# Cub Cadet XT3 Steering



## CubMasseyOwner (8 mo ago)

I recently purchased a 2016 Cub Cadet (MTD) XT3. Sometimes while turning you can feel/hear a clicking or jumping and then the steering wheel goes out of alignment. I can remove the steering wheel from the spline shaft and put it back on straight but the next time I use it it jumps again. I think the problem might be in the power steering unit itself but I am uncertain. Has anyone had any experience with this mower or these power steering units? TIA!


----------



## sixbales (May 18, 2011)

Welcome to the forum. Attached is a U-tube video that appears to cover your problem. Good Luck.


----------



## CubMasseyOwner (8 mo ago)

sixbales said:


> Welcome to the forum. Attached is a U-tube video that appears to cover your problem. Good Luck.

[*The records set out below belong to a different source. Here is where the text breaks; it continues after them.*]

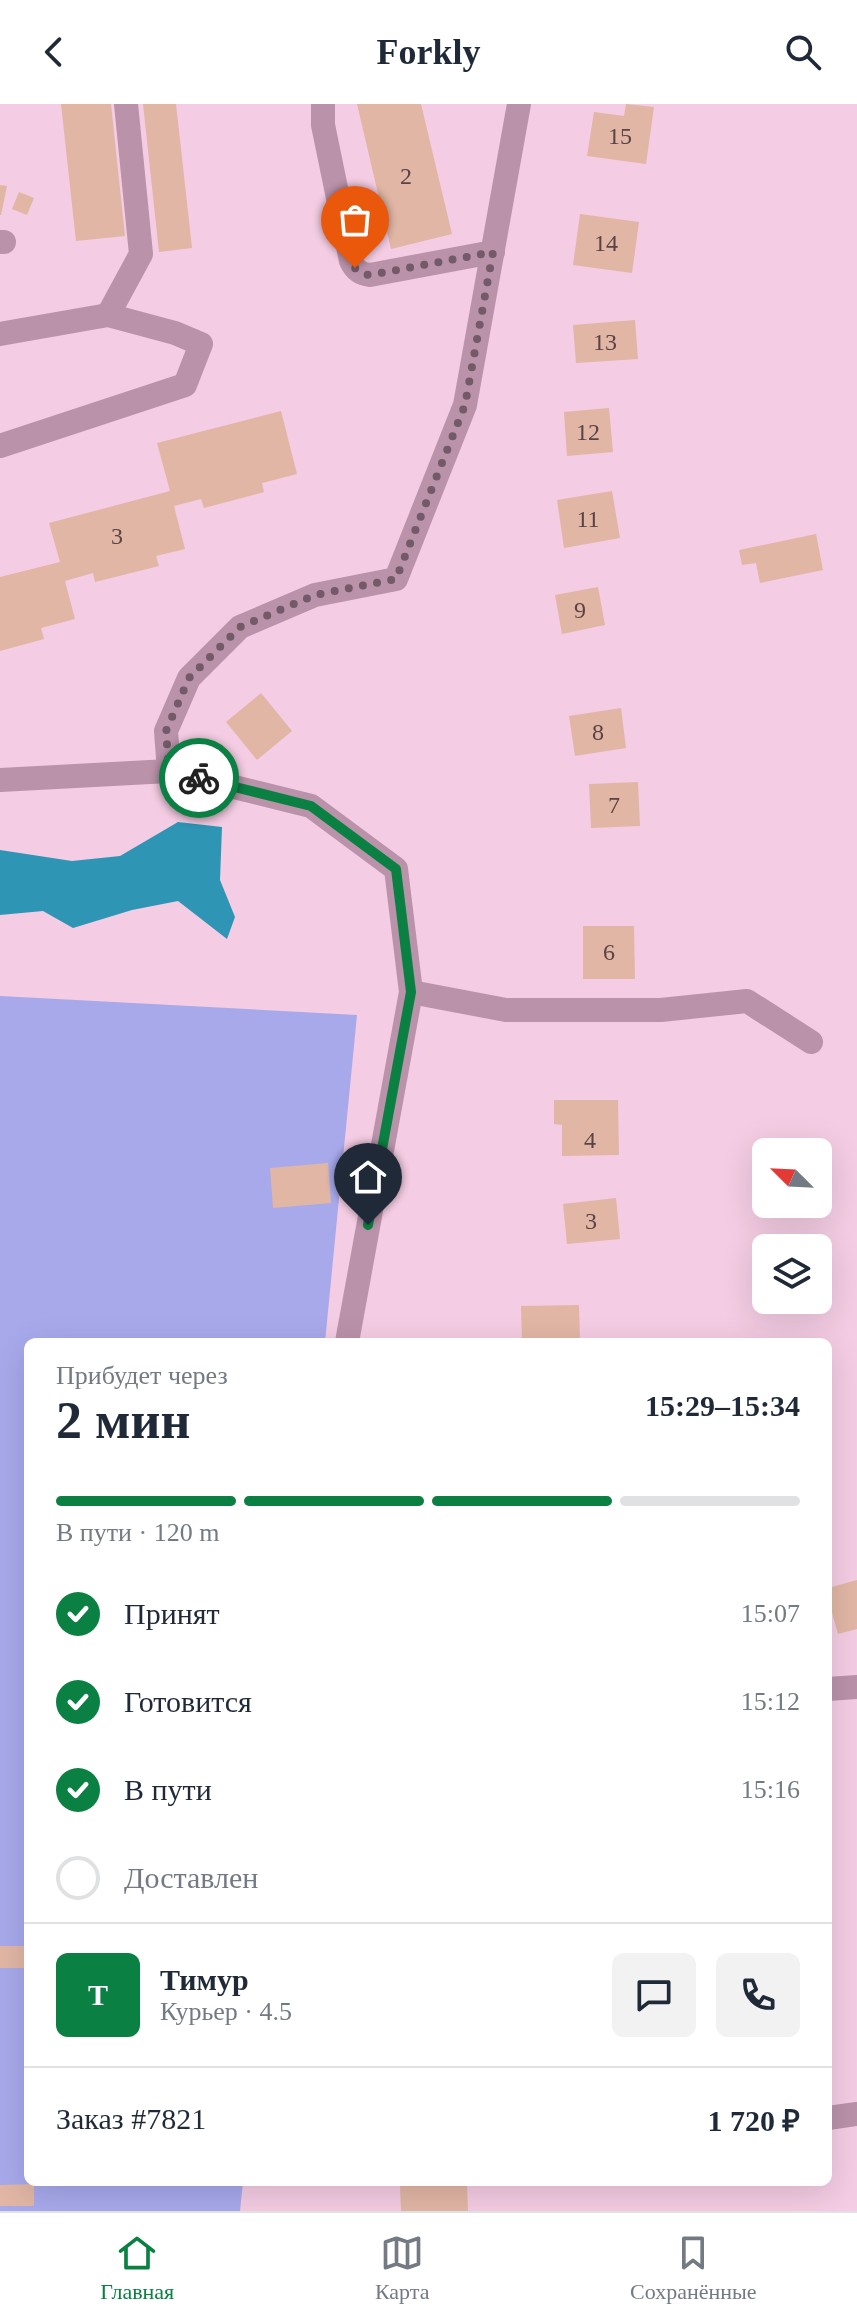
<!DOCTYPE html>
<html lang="ru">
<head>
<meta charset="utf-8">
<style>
	:root { --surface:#fff; --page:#f2f2f3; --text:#1f2937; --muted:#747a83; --line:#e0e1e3; --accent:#0b8043 }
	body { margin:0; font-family:Georgia,serif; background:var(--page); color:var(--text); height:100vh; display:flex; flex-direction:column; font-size:30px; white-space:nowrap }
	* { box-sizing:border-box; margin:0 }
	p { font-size:26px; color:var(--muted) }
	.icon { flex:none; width:44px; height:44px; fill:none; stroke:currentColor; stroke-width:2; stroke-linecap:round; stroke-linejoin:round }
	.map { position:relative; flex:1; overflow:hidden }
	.drawer { position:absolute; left:24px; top:1234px; width:808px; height:848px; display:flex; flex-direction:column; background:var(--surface); border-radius:12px; box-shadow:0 8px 32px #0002 }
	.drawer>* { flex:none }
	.needle { width:52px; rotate:294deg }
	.fabs { position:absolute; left:752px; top:1034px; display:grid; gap:16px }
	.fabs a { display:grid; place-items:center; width:80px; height:80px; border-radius:12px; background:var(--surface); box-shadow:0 8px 32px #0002; font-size:40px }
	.pin { position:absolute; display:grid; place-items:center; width:68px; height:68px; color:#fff; margin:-82px -34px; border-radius:50% 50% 50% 0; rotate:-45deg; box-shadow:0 0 8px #0007 }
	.pin .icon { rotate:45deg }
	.courier { position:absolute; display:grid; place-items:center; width:80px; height:80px; margin:-40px; border:6px solid #0b8043; border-radius:50%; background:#fff; color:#222; box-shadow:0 2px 10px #0007 }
	.headline em { font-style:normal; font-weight:800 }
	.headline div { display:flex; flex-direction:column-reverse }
	.headline { display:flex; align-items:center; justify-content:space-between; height:136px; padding:0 32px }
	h1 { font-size:52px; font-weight:800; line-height:60px }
	.bar { display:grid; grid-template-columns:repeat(4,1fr); gap:12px 8px; align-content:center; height:96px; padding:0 32px }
	.bar i { height:10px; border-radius:6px; background:var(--line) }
	.bar .current { background:var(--accent) }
	.bar p { grid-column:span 4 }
	.line { display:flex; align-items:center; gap:20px; padding:0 32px; border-top:2px solid var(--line) }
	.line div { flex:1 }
	.round { display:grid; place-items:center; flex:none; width:84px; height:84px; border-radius:12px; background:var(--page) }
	ol { padding:0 32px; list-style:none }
	li { display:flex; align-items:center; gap:24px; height:88px }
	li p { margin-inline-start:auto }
	li .icon { padding:8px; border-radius:50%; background:var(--accent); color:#fff; stroke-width:4 }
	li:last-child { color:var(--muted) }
	li i { width:44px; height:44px; border:4px solid var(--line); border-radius:50% }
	header { display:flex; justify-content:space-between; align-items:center; height:104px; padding:0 32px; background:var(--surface); font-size:36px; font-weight:800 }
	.tab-bar { display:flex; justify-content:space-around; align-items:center; height:112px; border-top:2px solid var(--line); background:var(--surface); font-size:22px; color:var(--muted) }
	.tab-bar a { display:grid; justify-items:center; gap:4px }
	.tab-bar .current { color:var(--accent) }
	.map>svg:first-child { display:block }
	.green { fill:#a7a9eb }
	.water { fill:#2e95b5 }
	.building { fill:#e1b6a5 }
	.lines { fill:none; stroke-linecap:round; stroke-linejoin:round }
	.minor { stroke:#ba92a9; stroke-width:24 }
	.done { stroke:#725a68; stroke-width:8; stroke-dasharray:0 14.4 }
	.route { stroke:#0b8043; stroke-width:10 }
	.labels { text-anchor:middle; stroke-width:6; stroke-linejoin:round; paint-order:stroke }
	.number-label { font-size:24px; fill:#594346 }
</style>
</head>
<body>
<header><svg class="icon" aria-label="back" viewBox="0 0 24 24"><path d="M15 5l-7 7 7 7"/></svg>Forkly<svg class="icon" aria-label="search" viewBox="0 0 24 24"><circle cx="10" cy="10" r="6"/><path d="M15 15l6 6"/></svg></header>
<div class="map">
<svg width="857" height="2107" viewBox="0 0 857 2107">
	<rect width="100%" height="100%" fill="#f4cce3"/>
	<!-- green -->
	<polygon class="green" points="0,892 357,911 325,1238 28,1238 28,2078 243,2078 240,2107 0,2107"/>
	<!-- water -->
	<polygon class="water" points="178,718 222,723 220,776 235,813 227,835 178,797 132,806 73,824 43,807 0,811 0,746 72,757 120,752"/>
	<!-- building -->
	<g class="building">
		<polygon points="61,0 111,0 125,132 76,137"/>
		<polygon points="143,0 176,0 192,144 159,148"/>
		<polygon points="357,0 421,0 452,130 391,145"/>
		<polygon points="626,0 654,3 646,60 587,52 594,8 624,12"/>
		<polygon points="0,81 7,82 1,111 0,111"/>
		<polygon points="19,88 34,94 27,111 12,105"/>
		<polygon points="580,110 639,118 632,169 573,161"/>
		<polygon points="635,216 638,255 576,259 573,221"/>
		<polygon points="609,304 613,348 567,352 564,308"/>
		<polygon points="281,307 297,370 262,379 264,388 204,404 201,395 174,402 185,445 156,452 159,462 95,478 93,469 65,477 75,515 41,524 44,535 0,547 0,473 60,458 49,419 170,387 157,339"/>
		<polygon points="612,387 620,434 564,444 557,396"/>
		<polygon points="816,430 823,466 760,479 756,459 742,461 739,446"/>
		<polygon points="598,483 605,521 562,530 555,491"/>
		<polygon points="261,589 292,627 257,656 226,618"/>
		<polygon points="621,604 626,644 575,652 569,612"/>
		<polygon points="638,678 640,722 591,724 589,680"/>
		<polygon points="583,822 634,822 635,875 583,875"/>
		<polygon points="554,996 618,996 619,1051 562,1052 562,1021 554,1020"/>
		<polygon points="328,1059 331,1099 273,1104 270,1064"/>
		<polygon points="616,1094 620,1135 567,1140 563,1100"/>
		<polygon points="579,1201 580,1238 522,1238 521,1202"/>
		<polygon points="857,1476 857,1525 838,1530 828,1494 828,1484"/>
		<rect x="0" y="1842" width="25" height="22"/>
		<polygon points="467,2079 468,2107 401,2107 400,2082"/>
		<polygon points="34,2080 34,2102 0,2102 0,2081"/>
	</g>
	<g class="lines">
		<!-- minor -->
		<g class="minor">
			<path d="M 323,0 L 323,21 L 351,157 C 355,166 360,170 370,171 L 493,148"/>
			<polyline points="0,138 4,138"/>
			<polyline points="108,211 141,150 126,0"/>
			<polyline points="0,230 108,211 175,229 201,240 185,281 0,342"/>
			<polyline points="169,667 166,627 189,574 240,523 315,491 396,475 465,301 519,0"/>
			<polyline points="0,676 169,667 311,702 396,765 411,888 347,1238"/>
			<polyline points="411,888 506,906 661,906 747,897 811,938"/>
			<polyline points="828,1585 857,1583"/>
			<polyline points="828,2014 857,2010"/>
		</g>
	</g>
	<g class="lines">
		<!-- done -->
		<polyline class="done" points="199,674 169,667 166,627 189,574 240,523 315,491 396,475 465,301 493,148 370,171 363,170 355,164"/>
		<!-- route -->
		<polyline class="route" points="199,674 311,702 396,765 411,888 368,1121"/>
	</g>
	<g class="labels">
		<!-- number labels -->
		<g class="number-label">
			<text x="620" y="40">15</text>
			<text x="406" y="80">2</text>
			<text x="606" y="147">14</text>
			<text x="605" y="246">13</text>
			<text x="588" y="336">12</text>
			<text x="588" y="423">11</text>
			<text x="117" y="440">3</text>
			<text x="580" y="514">9</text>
			<text x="598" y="636">8</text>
			<text x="614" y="709">7</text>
			<text x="609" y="856">6</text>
			<text x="590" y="1044">4</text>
			<text x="591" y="1125">3</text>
		</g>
	</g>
</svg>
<div class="fabs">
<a><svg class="needle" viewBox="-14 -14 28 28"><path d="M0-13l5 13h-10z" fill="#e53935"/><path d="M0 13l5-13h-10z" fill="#747a83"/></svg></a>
<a><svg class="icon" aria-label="layers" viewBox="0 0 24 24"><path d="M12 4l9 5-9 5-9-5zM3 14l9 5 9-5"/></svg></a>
</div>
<div class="pin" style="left:355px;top:164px;background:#ea580c"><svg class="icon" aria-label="bag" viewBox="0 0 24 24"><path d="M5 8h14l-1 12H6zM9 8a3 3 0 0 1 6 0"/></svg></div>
<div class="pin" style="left:368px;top:1121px;background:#1f2937"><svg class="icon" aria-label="home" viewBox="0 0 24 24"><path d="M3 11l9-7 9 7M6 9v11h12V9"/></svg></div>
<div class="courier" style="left:199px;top:674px"><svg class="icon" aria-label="bike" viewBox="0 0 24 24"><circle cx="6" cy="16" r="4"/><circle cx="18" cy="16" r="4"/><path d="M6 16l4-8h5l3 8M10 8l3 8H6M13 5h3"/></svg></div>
<section class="drawer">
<div class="headline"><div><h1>2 мин</h1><p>Прибудет через</p></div><em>15:29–15:34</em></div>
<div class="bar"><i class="current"></i><i class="current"></i><i class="current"></i><i></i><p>В пути · 120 m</p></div>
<ol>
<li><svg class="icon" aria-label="check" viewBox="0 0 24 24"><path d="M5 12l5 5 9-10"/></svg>Принят<p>15:07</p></li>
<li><svg class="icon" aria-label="check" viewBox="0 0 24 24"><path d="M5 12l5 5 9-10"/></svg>Готовится<p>15:12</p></li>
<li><svg class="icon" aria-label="check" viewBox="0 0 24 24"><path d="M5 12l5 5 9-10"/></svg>В пути<p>15:16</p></li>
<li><i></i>Доставлен</li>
</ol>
<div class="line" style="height:144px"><b class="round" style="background:var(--accent);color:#fff">Т</b><div><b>Тимур</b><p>Курьер · 4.5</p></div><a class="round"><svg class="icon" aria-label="chat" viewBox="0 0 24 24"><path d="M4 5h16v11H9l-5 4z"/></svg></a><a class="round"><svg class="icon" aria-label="phone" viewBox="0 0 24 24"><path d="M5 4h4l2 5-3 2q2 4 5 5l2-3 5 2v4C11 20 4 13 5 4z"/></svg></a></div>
<div class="line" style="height:104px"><div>Заказ #7821</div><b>1 720 ₽</b></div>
</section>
</div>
<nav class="tab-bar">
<a class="current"><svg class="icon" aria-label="home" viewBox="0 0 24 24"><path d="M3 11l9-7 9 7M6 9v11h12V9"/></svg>Главная</a>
<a><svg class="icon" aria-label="map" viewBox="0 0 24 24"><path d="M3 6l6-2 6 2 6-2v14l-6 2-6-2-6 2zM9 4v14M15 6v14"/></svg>Карта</a>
<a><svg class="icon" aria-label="saved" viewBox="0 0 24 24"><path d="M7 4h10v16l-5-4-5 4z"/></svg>Сохранённые</a>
</nav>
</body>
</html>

Thanks, I had watched this one already. I have replaced the gear on the bottom of the steering shaft. Didn’t help. My mower has the electronic power steering. I’m wondering if it is something to do with that? I have no idea how they work.


----------



## sixbales (May 18, 2011)

Do you still feel/hear the clicking or jumping that causes the misalignment? If so, you need to replace the bushing at the bottom of the shaft. Also look at the quadrant on the steering assembly for worn teeth.


----------



## CubMasseyOwner (8 mo ago)

sixbales said:


> Do you still feel/hear the clicking or jumping that causes the misalignment? If so, you need to replace the bushing at the bottom of the shaft. Also look at the quadrant on the steering assembly for worn teeth.


I’m going to try and make a slow motion video with my iPhone down on those steering gears while my wife turns the wheel. I can hear it but if the teeth are jumping it’s too fast for me to see.


----------